Kritik am „überparteilichen“ Bildungskonzept von Matthias Strolz

(Letztes Update von Niklas Baumgärtler am 26.5.2021)

Auch wenn ich jetzt grundsätzlich angeblich „neuen“ Parteien erst ein wenig skeptisch entgegentrete, hat mich doch das Bildungskonzept, das Matthias Strolz vorgestellt hat (Link zum Konzept links oben im Standard-Artikel), positiv überrascht. Nicht, dass es gerade perfekt durchdacht wäre, hat mich gefreut, sondern dass er es ganz offen als Diskussionsgrundlage in den Raum stellt. Denn zu Kritisieren und Anmerken gibt es wie immer so einiges. Doch auf einer Diskussionsgrundlage kann man – im Gegensatz zu einer Volksabstimmung, die von mir ein Ja oder ein Nein verlangt, aufbauen, sie weiterentwickeln, bis vielleicht wirklich einst ein Vorschlag wird, mit dem sich genügend anfreunden können, um ihn wirklich umzusetzen. In diesem Sinne einige Gedanken dazu.

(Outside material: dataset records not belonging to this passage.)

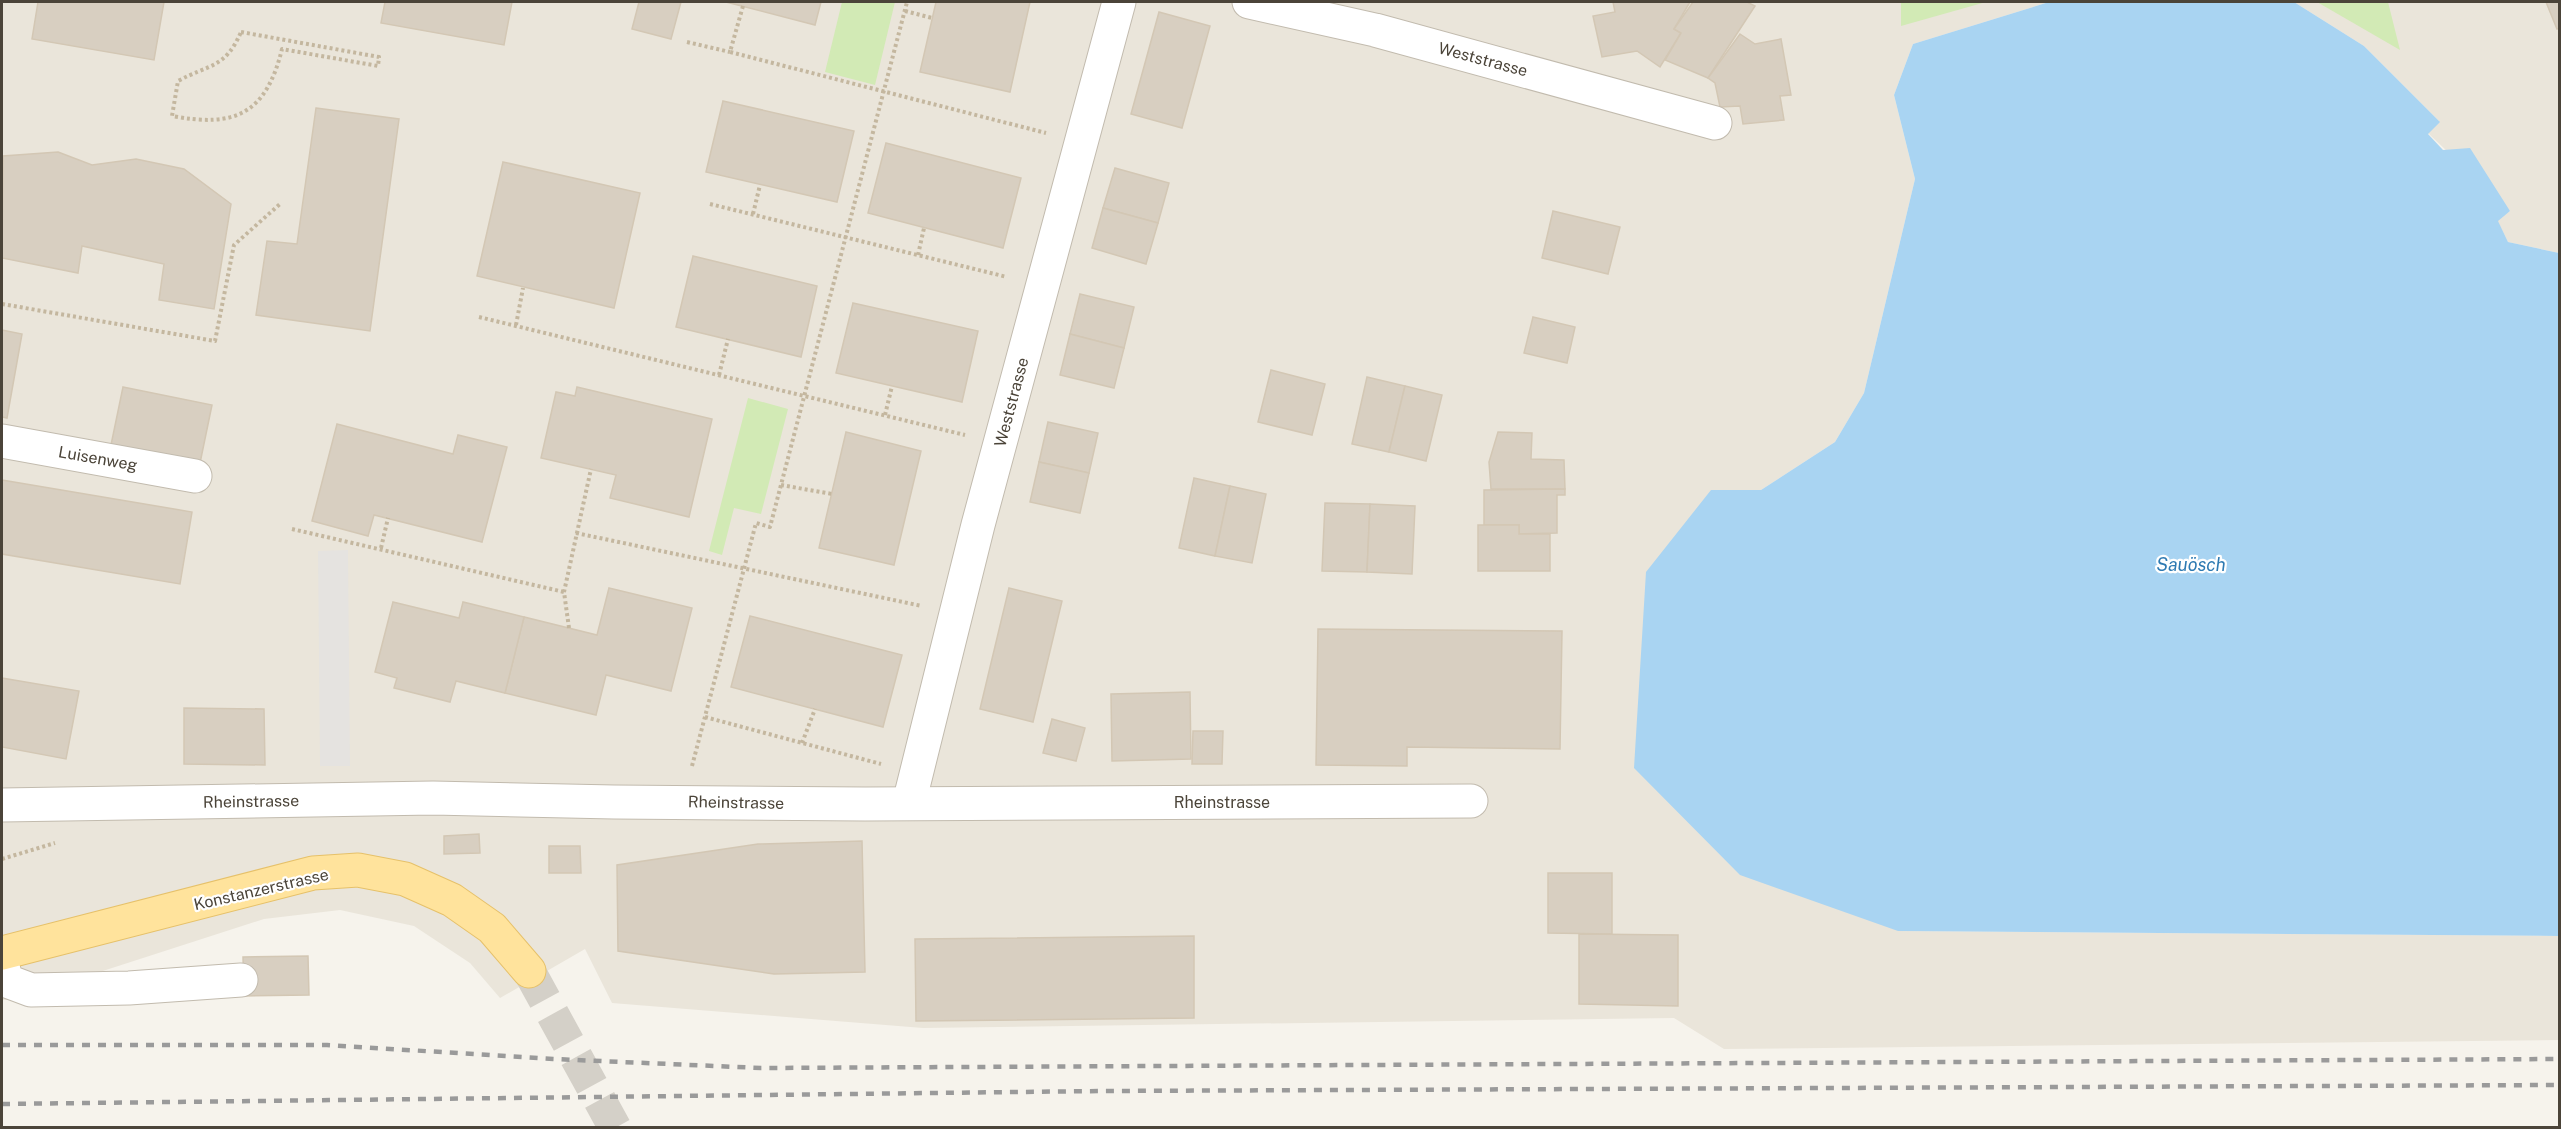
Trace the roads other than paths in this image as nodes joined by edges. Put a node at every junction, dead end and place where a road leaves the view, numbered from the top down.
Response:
1 (1119, 2) edge
2 (1249, 2) edge
3 (1715, 123) dead end
4 (2, 441) edge
5 (195, 476) dead end
6 (913, 788) junction
7 (1472, 801) dead end
8 (2, 806) edge
9 (2, 953) edge
10 (2, 964) edge
11 (529, 971) tunnel mouth
12 (241, 980) dead end

1 - 6 street, Weststrasse
2 - 3 street, Weststrasse
4 - 5 street, Luisenweg
6 - 7 street, Rheinstrasse
6 - 8 street, Rheinstrasse
9 - 11 main road, Konstanzerstrasse
10 - 12 street

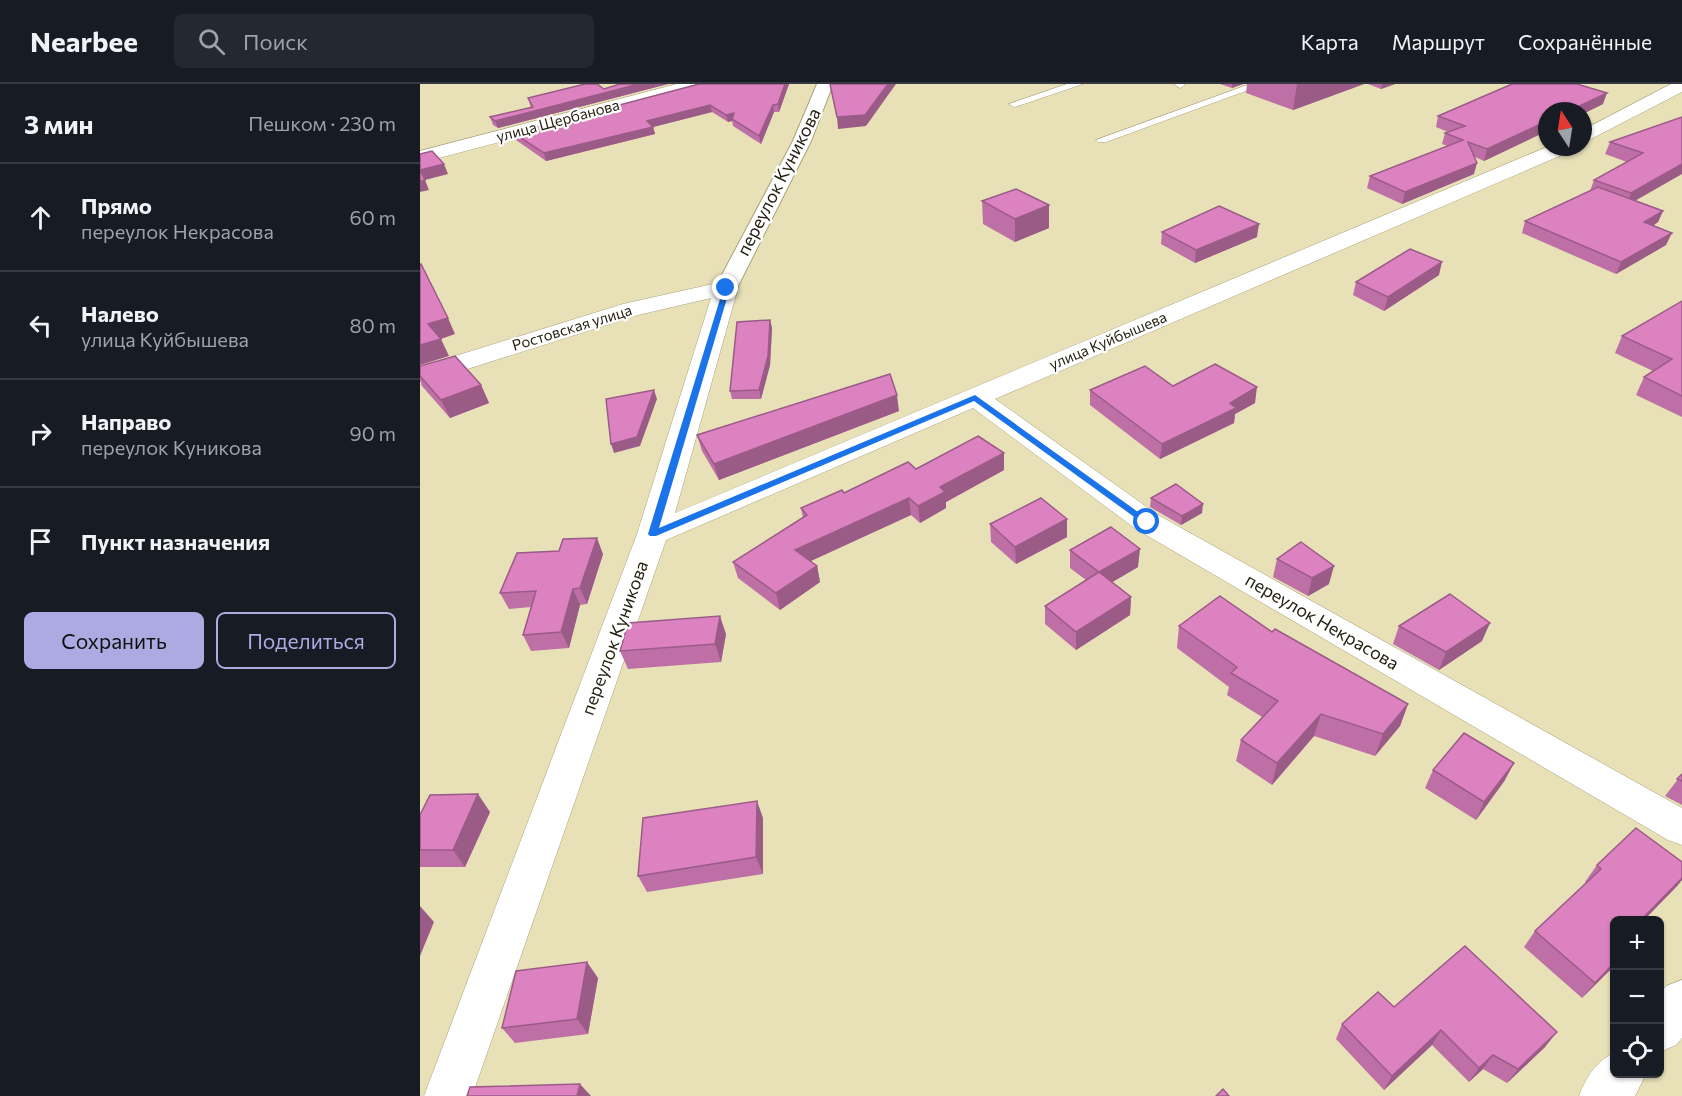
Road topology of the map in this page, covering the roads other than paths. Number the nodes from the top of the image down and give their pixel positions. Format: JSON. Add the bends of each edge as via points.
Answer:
{"nodes":[{"id":1,"x":697,"y":84,"type":"edge"},
{"id":2,"x":825,"y":84,"type":"edge"},
{"id":3,"x":1078,"y":84,"type":"edge"},
{"id":4,"x":1260,"y":84,"type":"edge"},
{"id":5,"x":1682,"y":85,"type":"edge"},
{"id":6,"x":1014,"y":105,"type":"dead end"},
{"id":7,"x":1592,"y":132,"type":"edge"},
{"id":8,"x":1102,"y":140,"type":"dead end"},
{"id":9,"x":1543,"y":156,"type":"edge"},
{"id":10,"x":420,"y":157,"type":"edge"},
{"id":11,"x":726,"y":288,"type":"junction"},
{"id":12,"x":420,"y":376,"type":"edge"},
{"id":13,"x":975,"y":398,"type":"junction"},
{"id":14,"x":653,"y":534,"type":"junction"},
{"id":15,"x":1682,"y":828,"type":"edge"},
{"id":16,"x":1682,"y":1002,"type":"edge"},
{"id":17,"x":1663,"y":1024,"type":"edge"},
{"id":18,"x":1619,"y":1078,"type":"edge"},
{"id":19,"x":448,"y":1096,"type":"edge"},
{"id":20,"x":1603,"y":1096,"type":"edge"}],
"edges":[{"from":1,"to":10,"type":"street","name":"улица Щербанова"},
{"from":2,"to":11,"type":"street","name":"переулок Куникова","via":[[802,141]]},
{"from":3,"to":6,"type":"lane"},
{"from":4,"to":8,"type":"lane"},
{"from":5,"to":7,"type":"street"},
{"from":9,"to":13,"type":"street","name":"улица Куйбышева"},
{"from":11,"to":12,"type":"street","name":"Ростовская улица","via":[[632,309]]},
{"from":11,"to":14,"type":"street","name":"переулок Куникова"},
{"from":13,"to":14,"type":"street","name":"улица Куйбышева"},
{"from":13,"to":15,"type":"street","name":"переулок Некрасова","via":[[1147,522]]},
{"from":14,"to":19,"type":"street","name":"переулок Куникова"},
{"from":16,"to":17,"type":"street"},
{"from":18,"to":20,"type":"street"}]}
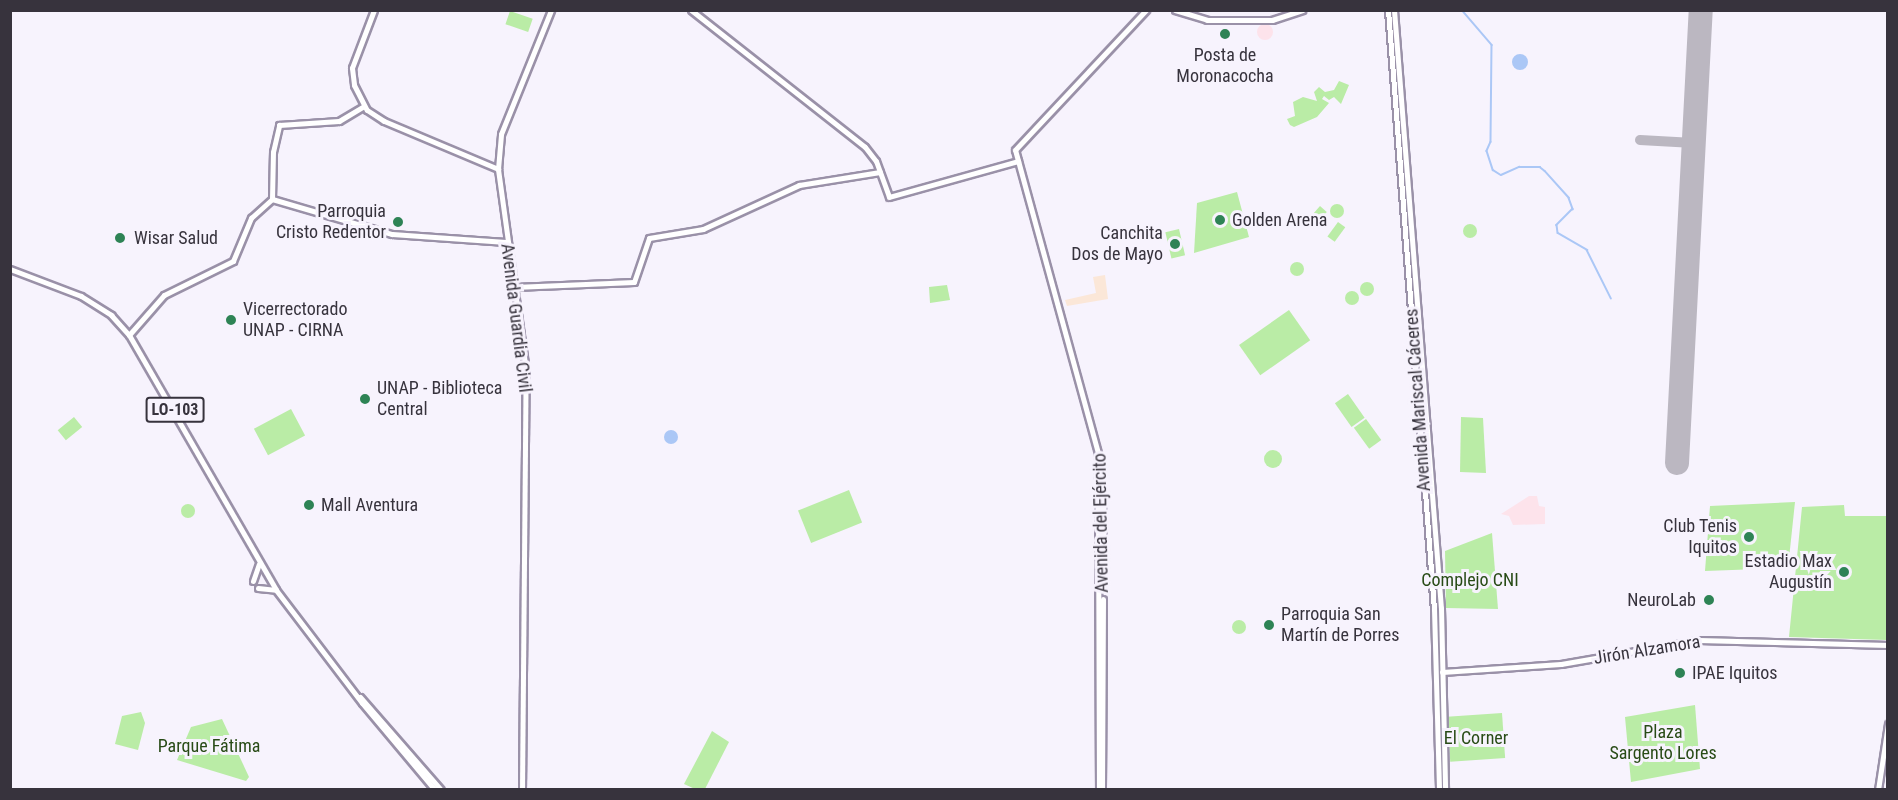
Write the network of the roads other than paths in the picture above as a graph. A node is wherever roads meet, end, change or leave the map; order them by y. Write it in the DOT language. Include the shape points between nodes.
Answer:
graph roads {
  1 [pos="374,10"];
  2 [pos="551,10"];
  3 [pos="691,10"];
  4 [pos="1146,10"];
  5 [pos="1175,10"];
  6 [pos="1302,10"];
  7 [pos="1388,10"];
  8 [pos="1394,10"];
  9 [pos="364,106"];
  10 [pos="1018,161"];
  11 [pos="498,169"];
  12 [pos="880,172"];
  13 [pos="272,199"];
  14 [pos="506,242"];
  15 [pos="10,269"];
  16 [pos="514,287"];
  17 [pos="129,334"];
  18 [pos="259,564"];
  19 [pos="253,581"];
  20 [pos="258,588"];
  21 [pos="276,590"];
  22 [pos="1887,645"];
  23 [pos="1440,672"];
  24 [pos="359,696"];
  25 [pos="1887,724"];
  26 [pos="435,789"];
  27 [pos="441,789"];
  28 [pos="522,789"];
  29 [pos="1100,789"];
  30 [pos="1439,789"];
  31 [pos="1445,789"];
  32 [pos="1878,789"];
  1 -- 9 [label="main road" via="352,68 354,85"];
  2 -- 11 [label="main road, Avenida Guardia Civil" via="501,134"];
  3 -- 12 [label="main road" via="865,147"];
  4 -- 10 [label="main road" via="1015,150"];
  5 -- 6 [label="main road" via="1198,20 1272,20"];
  7 -- 23 [label="main road, Avenida Mariscal Cáceres"];
  8 -- 23 [label="main road, Avenida Mariscal Cáceres"];
  9 -- 11 [label="main road" via="384,121"];
  9 -- 13 [label="main road" via="339,121 279,125 273,152"];
  10 -- 12 [label="main road" via="889,197"];
  10 -- 29 [label="main road, Avenida del Ejército" via="1100,447"];
  11 -- 14 [label="main road, Avenida Guardia Civil"];
  12 -- 16 [label="main road" via="799,186 703,228 649,238 634,282"];
  13 -- 14 [label="main road" via="392,234"];
  13 -- 17 [label="main road" via="251,218 233,261 164,295"];
  14 -- 16 [label="main road, Avenida Guardia Civil"];
  15 -- 17 [label="main road, LO-103" via="81,296 111,315"];
  16 -- 28 [label="main road, Avenida Guardia Civil" via="526,380"];
  17 -- 18 [label="main road, LO-103"];
  18 -- 19 [label="main road"];
  18 -- 21 [label="main road, LO-103"];
  20 -- 21 [label="main road"];
  21 -- 24 [label="main road, LO-103"];
  22 -- 23 [label="main road, Jirón Alzamora" via="1699,640 1561,664"];
  23 -- 30 [label="main road, Avenida Mariscal Cáceres"];
  23 -- 31 [label="main road, Avenida Mariscal Cáceres"];
  24 -- 26 [label="main road, LO-103"];
  24 -- 27 [label="main road, LO-103"];
  25 -- 32 [label="main road"];
}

Mehr Autonomie = bessere Bildung?

Obwohl ich den Ruf nach mehr Autonomie für die Schulen grundsätzlich mit vollstem Herzen unterstützen möchte, wird diese Autonomie alleine unsere Bildungsprobleme kaum lösen können, wenn sich diese Autonomie nicht bis zu den Lehrern oder gar bis zu den Schülern fortsetzt. Eine jede Öffnung des Freiraums Schule eröffnet auch die Möglichkeit interner Machtkämpfe an dieser Schule, und aus eigener leidvoller Erfahrung kann ich berichten, dass ein Mehr an Schulautonomie durchaus auch zu einem Weniger an Lehrer-Autonomie führen kann. Völlig abseits von Parteiengezänk bilden sich gruppendynamische und machtpolitische Systeme auch innerhalb von kleinen Gemeinschaften wie der Schulgemeinschaft ab, mit all ihren kleineren und größeren Machtkämpfen. Viele freie Schulen können da wohl die eine oder andere lehrreiche Geschichte erzählen – von denen man bei der Umsetzung einer solchen Schulautonomie auch öffentlicher Schulen lernen sollte.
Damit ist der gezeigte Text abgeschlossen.